One of the important partnerships has been with General Catalyst. The venture firm, which now manages almost $3B across 8 funds, itself started in Harvard Square. They’d been very supportive of the student ecosystem locally, and were excited to partner with Peter and RDV to help fund the companies that were coming out of East Coast colleges. They had already had great experiences working with young, early-stage teams going to and coming out of Y Combinator, so had also built up relevant experience around how to best support and work with that type of founder.

“Love this set of colleagues that I now work alongside at GC that are really dedicated to empowering young people. There’s a certain excitement about that, and it’s not about the progress today or tomorrow, necessarily, but a commitment to that, so we work together.”

Pre-Seed for Students

As the early-stage funding models mature, Peter has found that RDV is filling the need that non-student founders are accessing via pre-seed financing. Not everyone has angels in their network, a wealthy family member to turn to for a friends-and-family round. RDV give access to students via an investment they might not otherwise be able to get:

“…this is the kind of capital to get off the ground and validate whether this is something that is worth hunkering down on, working on full time, turning down job opportunities.

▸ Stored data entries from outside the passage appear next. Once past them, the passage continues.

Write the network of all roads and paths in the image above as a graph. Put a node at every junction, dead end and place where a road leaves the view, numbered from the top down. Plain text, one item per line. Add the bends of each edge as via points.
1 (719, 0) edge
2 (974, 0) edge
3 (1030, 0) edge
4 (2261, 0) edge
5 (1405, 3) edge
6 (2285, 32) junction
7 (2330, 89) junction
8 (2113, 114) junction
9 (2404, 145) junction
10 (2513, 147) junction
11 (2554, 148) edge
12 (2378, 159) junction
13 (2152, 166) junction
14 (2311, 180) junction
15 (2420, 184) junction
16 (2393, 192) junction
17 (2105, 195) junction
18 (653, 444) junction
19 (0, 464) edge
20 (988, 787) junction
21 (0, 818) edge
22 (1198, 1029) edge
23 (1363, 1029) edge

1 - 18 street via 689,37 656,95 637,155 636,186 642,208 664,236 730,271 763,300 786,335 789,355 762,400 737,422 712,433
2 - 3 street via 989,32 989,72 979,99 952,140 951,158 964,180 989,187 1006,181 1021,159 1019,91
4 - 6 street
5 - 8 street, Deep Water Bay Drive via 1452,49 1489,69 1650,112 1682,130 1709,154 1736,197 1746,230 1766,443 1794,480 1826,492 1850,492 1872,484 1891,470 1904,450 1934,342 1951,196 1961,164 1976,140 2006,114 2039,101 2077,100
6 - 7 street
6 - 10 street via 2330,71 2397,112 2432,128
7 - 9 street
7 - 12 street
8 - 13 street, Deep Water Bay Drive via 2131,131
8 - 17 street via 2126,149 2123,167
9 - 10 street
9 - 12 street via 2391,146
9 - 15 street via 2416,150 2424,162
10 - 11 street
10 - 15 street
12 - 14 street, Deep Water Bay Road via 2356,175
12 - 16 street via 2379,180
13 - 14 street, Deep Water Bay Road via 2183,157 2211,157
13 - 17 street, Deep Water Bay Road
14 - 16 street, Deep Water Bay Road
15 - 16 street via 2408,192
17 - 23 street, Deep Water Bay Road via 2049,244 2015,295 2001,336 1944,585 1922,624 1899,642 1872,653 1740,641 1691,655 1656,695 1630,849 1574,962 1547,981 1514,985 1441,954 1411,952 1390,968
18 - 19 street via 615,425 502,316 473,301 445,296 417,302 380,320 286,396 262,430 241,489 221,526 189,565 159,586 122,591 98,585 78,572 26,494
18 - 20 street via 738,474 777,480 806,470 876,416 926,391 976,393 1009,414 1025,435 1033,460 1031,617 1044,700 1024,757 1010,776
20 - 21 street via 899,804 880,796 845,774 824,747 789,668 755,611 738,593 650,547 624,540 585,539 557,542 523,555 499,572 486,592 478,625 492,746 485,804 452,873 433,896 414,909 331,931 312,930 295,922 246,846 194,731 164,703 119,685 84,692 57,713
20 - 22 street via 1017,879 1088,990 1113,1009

Sometimes folks will take a leave of absence, but there should be some more validation in front of folks doing that than just grabbing a term sheet and deciding to take the leap before they know where the idea can lead.”

It’s similar to pre-seed also in that the funding often leads to companies which then go on to Y Combinator and raise a full seed round.


As colleges across the US try to understand how to better integrate entrepreneurship into their classes and campuses, Rough Draft Ventures has shown that modeling a program after the real world can work. Student don’t need courses on ‘How to start a company’, necessarily. As long as they’re learning skills and continue to generate amazing ideas, access to a network and resources so they can test and validate their vision is a novel, forward-thinking way to build real companies straight out of dorm rooms.